Die junge Frau hatte gar nicht bemerkt, dass sie eingenickt war. Als sie aufschreckte, hätte sie nicht sagen können, was sie aufgeweckt hatte. Auch für die Angst, die sich ihrer unaufhaltsam bemächtigte, gab es keinen erkennbaren Grund. Das Herz schlug ihr bis zum Hals und ihr Atem beschleunigte sich. Täuschte sie sich, oder gab es draußen Blitze wie bei einem Unwetter?
Plötzlich begann das Lampenlicht überall im Raum zu flackern und für kurze Momente immer wieder auszusetzen. Dann fing das gesamte Zimmer an zu vibrieren. Gläser, Geschirr und Besteck in den Schränken und Schubladen klapperten wie bei einem Erdbeben.
Da war es wieder, das weiße Licht vor dem Fenster. Die Frau hatte plötzlich das Gefühl, aufstehen zu müssen, um nachzusehen, ob alle Fenster und Türen geschlossen waren. Aber sie konnte sich nicht bewegen. Sie war wie gelähmt. Als Nächstes begann die Technik verrückt zu spielen. Das Radio schaltete sich von selbst ein und führte einen Sendersuchlauf durch, ohne ein brauchbares Ergebnis zu erreichen. Man hörte nur Rauschen oder mehrere übereinander gelegte Stimmen, deren Rede keinen Sinn ergab.
Das Kind schläft oben alleine, durchfuhr es sie siedend heiß. Nein, bitte nicht schon wieder. Noch einmal stehe ich das nicht durch …
Die Region Ladakh im indischen Bundesstaat Jammu und Kashmir mit den Verwaltungsdistrikten Kargil und Leh nahm etwa vierzig Prozent der Fläche ein. Das weitgehend hochgebirgige Gebiet war relativ dünn besiedelt. Da es für seine tibetisch-buddhistische Kultur bekannt war, wurde Ladakh auch als Klein-Tibet bezeichnet.
Die Hauptkette des Himalaya verhinderte gewöhnlich das Durchdringen des Monsun bis in das Gebiet von Ladakh. Aufgrund der zurückgehenden Niederschläge trockneten ganze Seen aus und wurden zu lebensfeindlichen Regionen für Fische und Nutztiere. Ladakh glich mehr und mehr einem wüstenähnlichen Gebiet.

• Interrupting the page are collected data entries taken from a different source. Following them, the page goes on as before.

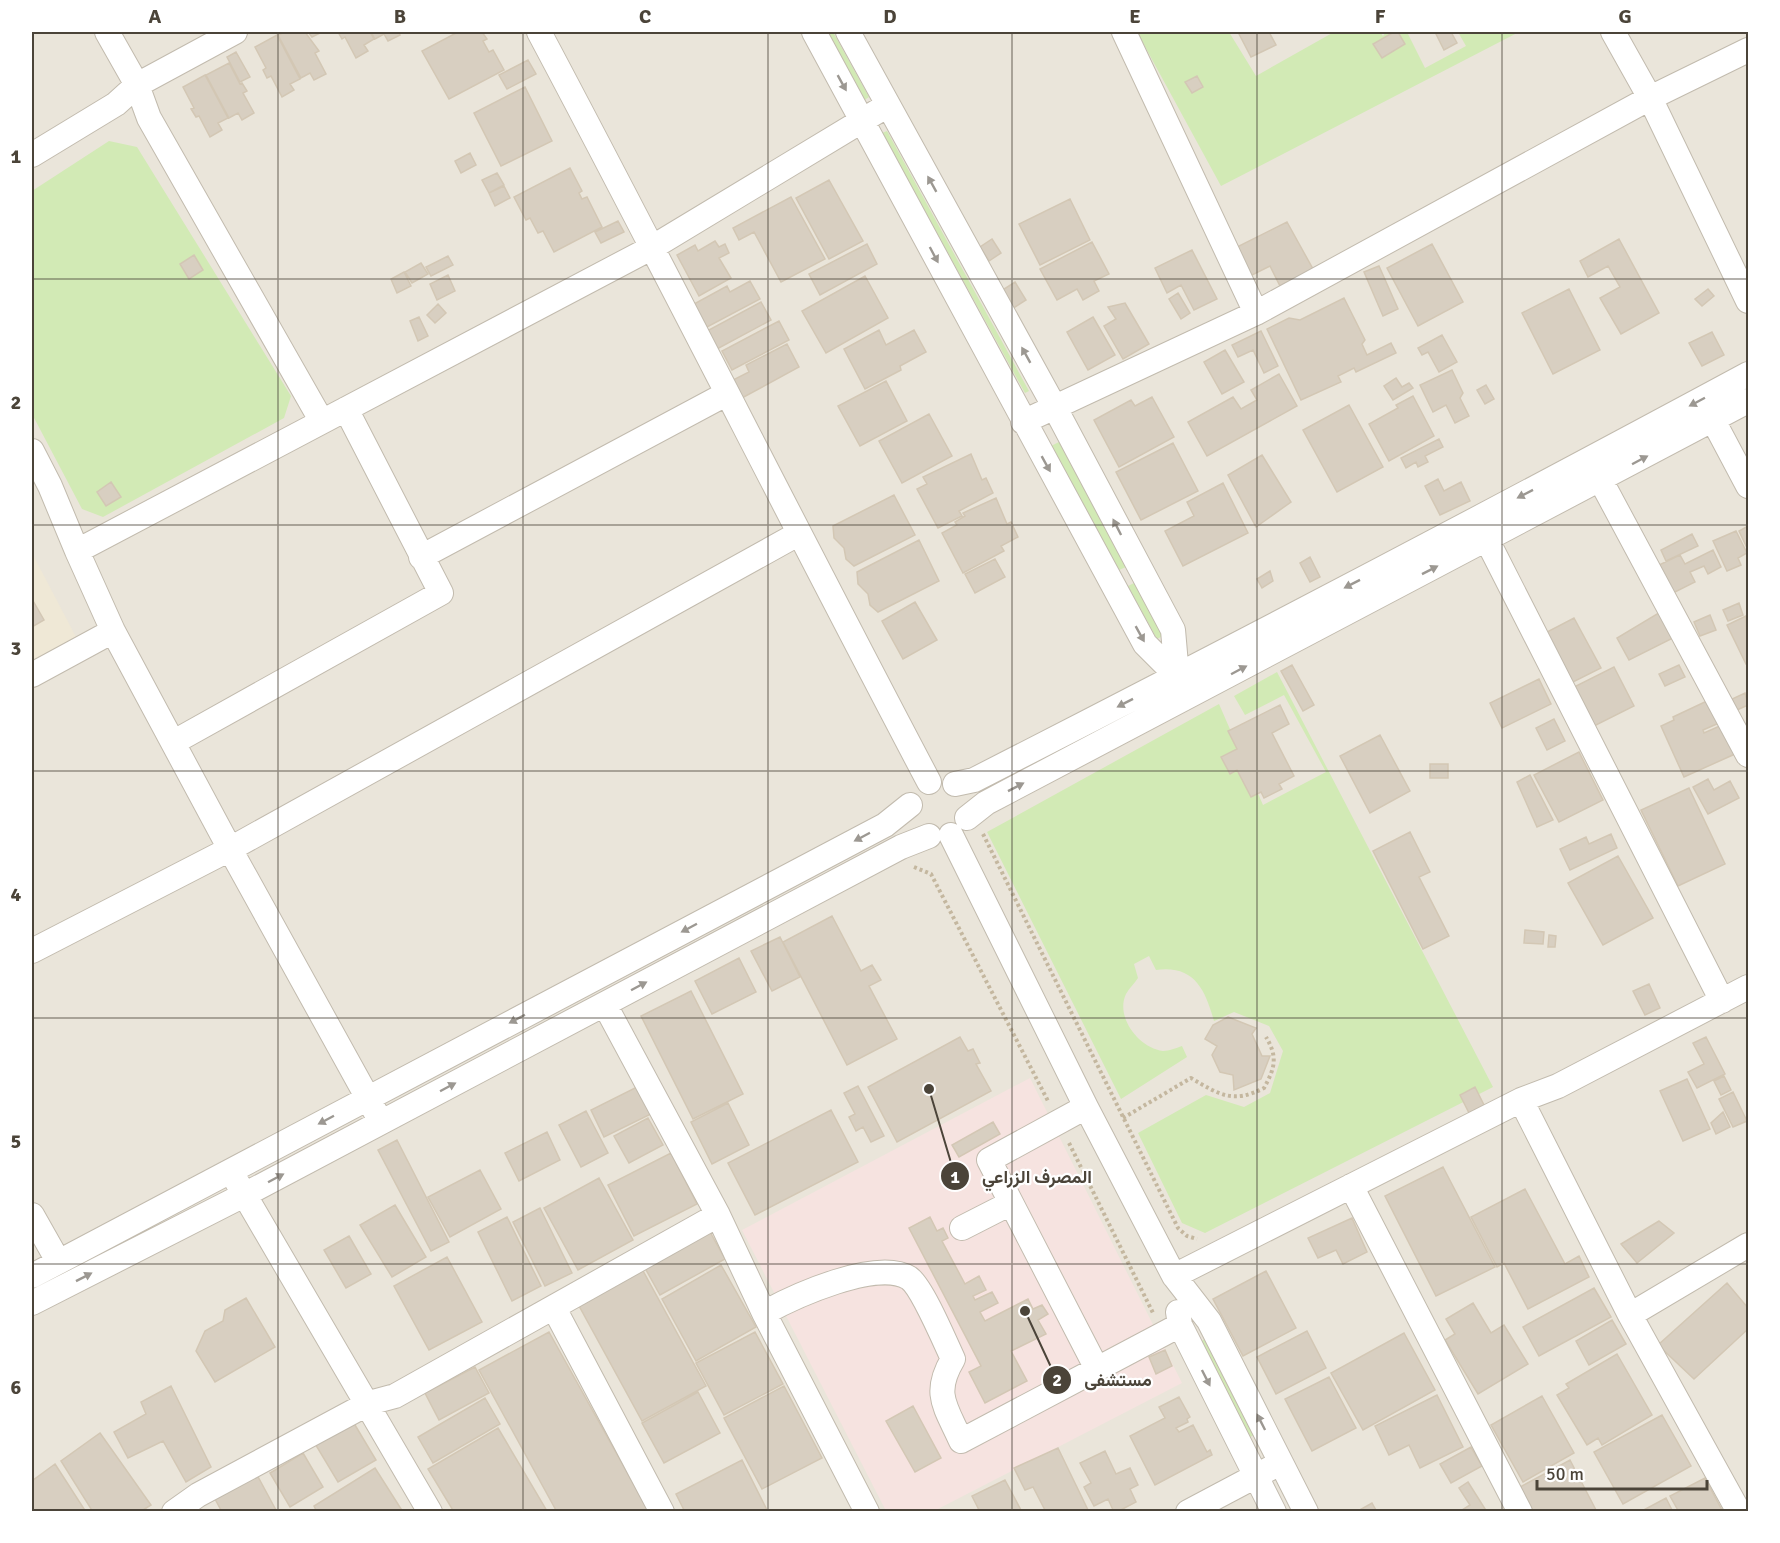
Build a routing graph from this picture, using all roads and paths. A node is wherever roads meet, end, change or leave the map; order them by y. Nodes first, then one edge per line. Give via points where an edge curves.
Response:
1 (107, 32) edge
2 (235, 32) edge
3 (539, 32) edge
4 (814, 32) edge
5 (848, 32) edge
6 (1124, 32) edge
7 (1613, 32) edge
8 (1749, 50) edge
9 (137, 85) junction
10 (1650, 99) junction
11 (888, 105) junction
12 (862, 120) junction
13 (32, 155) edge
14 (653, 247) junction
15 (1749, 300) edge
16 (1256, 313) junction
17 (1749, 374) edge
18 (726, 394) junction
19 (1749, 401) edge
20 (1054, 406) junction
21 (346, 409) junction
22 (321, 420) junction
23 (1713, 420) junction
24 (1023, 422) junction
25 (32, 451) edge
26 (1601, 481) junction
27 (1749, 486) edge
28 (798, 534) junction
29 (1487, 540) junction
30 (77, 551) junction
31 (421, 557) junction
32 (1139, 569) junction
33 (1112, 584) junction
34 (1331, 608) junction
35 (113, 631) junction
36 (32, 675) edge
37 (1177, 676) junction
38 (1188, 698) junction
39 (174, 742) junction
40 (1749, 755) edge
41 (929, 782) junction
42 (955, 784) junction
43 (910, 805) junction
44 (958, 829) junction
45 (230, 849) junction
46 (906, 864) dead end
47 (32, 951) edge
48 (1749, 987) edge
49 (1722, 1001) junction
50 (605, 1005) junction
51 (1266, 1037) dead end
52 (368, 1097) junction
53 (1521, 1100) junction
54 (1086, 1107) junction
55 (1123, 1118) junction
56 (381, 1122) junction
57 (1059, 1122) junction
58 (1099, 1132) junction
59 (231, 1171) junction
60 (1351, 1186) junction
61 (244, 1195) junction
62 (1011, 1203) junction
63 (32, 1215) edge
64 (718, 1215) junction
65 (962, 1228) dead end
66 (1199, 1239) dead end
67 (1749, 1245) edge
68 (58, 1261) junction
69 (32, 1276) edge
70 (1174, 1276) junction
71 (32, 1303) edge
72 (554, 1308) junction
73 (764, 1312) junction
74 (1630, 1315) junction
75 (1172, 1330) junction
76 (1096, 1369) junction
77 (369, 1403) junction
78 (1281, 1462) junction
79 (1256, 1476) junction
80 (203, 1503) edge
81 (174, 1512) edge
82 (430, 1512) edge
83 (662, 1512) edge
84 (867, 1512) edge
85 (1188, 1512) edge
86 (1274, 1512) edge
87 (1306, 1512) edge
88 (1520, 1512) edge
89 (1739, 1512) edge

1 - 9 street
2 - 9 street
3 - 14 street
4 -> 12 street
5 - 11 street
6 - 16 street
7 - 10 street
8 - 10 street
9 - 13 street via 117,104
9 - 22 street via 149,118
10 - 15 street
10 - 16 street
11 - 12 street
20 -> 11 street
12 - 14 street
12 -> 24 street
14 - 18 street
14 - 21 street
16 - 20 street
17 -> 34 street
18 - 28 street
18 - 31 street
19 - 23 street
20 - 24 street
32 -> 20 street
21 - 22 street
21 - 31 street
22 - 30 street
26 -> 23 street
23 - 27 street
24 -> 33 street
25 - 30 street
26 - 29 street
26 - 40 street
28 - 41 street
28 - 45 street
34 -> 29 street
29 - 49 street
30 - 35 street
31 - 39 street via 441,593
32 - 33 street
32 - 37 street via 1173,630
33 -> 37 street via 1145,644
34 - 37 street
38 -> 34 street
35 - 36 street
35 - 39 street
37 - 38 street
37 -> 42 street via 974,780
44 -> 38 street via 986,803
39 - 45 street
41 - 42 street
41 - 43 street via 916,790
42 - 44 street via 965,795
43 - 44 street via 912,820
43 -> 52 street via 885,825
50 -> 44 street via 901,847
44 - 54 street
44 - 55 path via 982,836
45 - 47 street
45 - 52 street
46 - 57 path via 931,874
48 - 49 street
49 - 53 street via 1558,1086
56 -> 50 street
50 - 64 street
51 - 55 path via 1276,1060 1264,1088 1244,1098 1227,1096 1191,1078
52 - 56 street
52 -> 59 street
53 - 60 street
53 - 74 street
54 - 57 street
54 - 58 street
55 - 58 path
55 - 66 path via 1178,1228
61 -> 56 street
57 - 62 street via 989,1160
57 - 75 path
58 - 70 street
59 - 61 street
59 - 68 street
60 - 70 street
60 - 88 street
71 -> 61 street
61 - 77 street
62 - 65 street
62 - 76 street
63 - 68 street
64 - 72 street
64 - 73 street
67 - 74 street
68 - 69 street
70 - 75 street
78 -> 70 street via 1209,1321
72 - 77 street via 395,1396
72 - 83 street
73 - 76 street via 803,1292 843,1279 891,1273 909,1278 953,1359 942,1377 941,1395 961,1441
73 - 84 street
74 - 89 street
75 - 76 street
75 -> 79 street
77 - 80 street
77 - 82 street
78 - 79 street
78 - 87 street
79 - 85 street
79 - 86 street
80 - 81 street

Leh, der Hauptort und Verwaltungssitz der Region Ladakh, gehörte zu den höchstgelegenen Städten der Erde und war einst auf dem kargen Hang abseits der fruchtbaren Hochebene angelegt worden, um die wertvolle Ackerfläche zu erhalten. Während einst die Seidenstraße für Wohlstand in Leh sorgte, waren später die Herstellung von Silberschmuck und der Tourismus die Haupterwerbszweige. Neben dem höchstgelegenen Golfplatz der Welt sorgten Trekkingtouren und geführte Klettertouren, auch für ungeübte Bergsteiger, für zahlreichen Zulauf von Touristen. Mit angenehmen sommerlichen Temperaturen von 25 Grad Celsius ergaben die Monate Juni bis August die Hauptreisezeit. Im Winter hingegen konnte es schon mal bis zu −20 °C kalt werden.
Bhavin Gyatso kam in jener Nacht todmüde aus seinem Souvenirshop zurück, als er seine völlig aufgelöste Frau, Ananda Tsomo, vorfand.
»Was ist mit dir, warum schläfst du noch nicht?«, fragte er verwundert. »Ich habe doch gesagt, es kann heute spät werden, weil es im Laden so viel zu tun gibt.«
»Das Baby war für etwa eine Stunde verschwunden«, sagte Ananda, ohne auf seine Frage einzugehen.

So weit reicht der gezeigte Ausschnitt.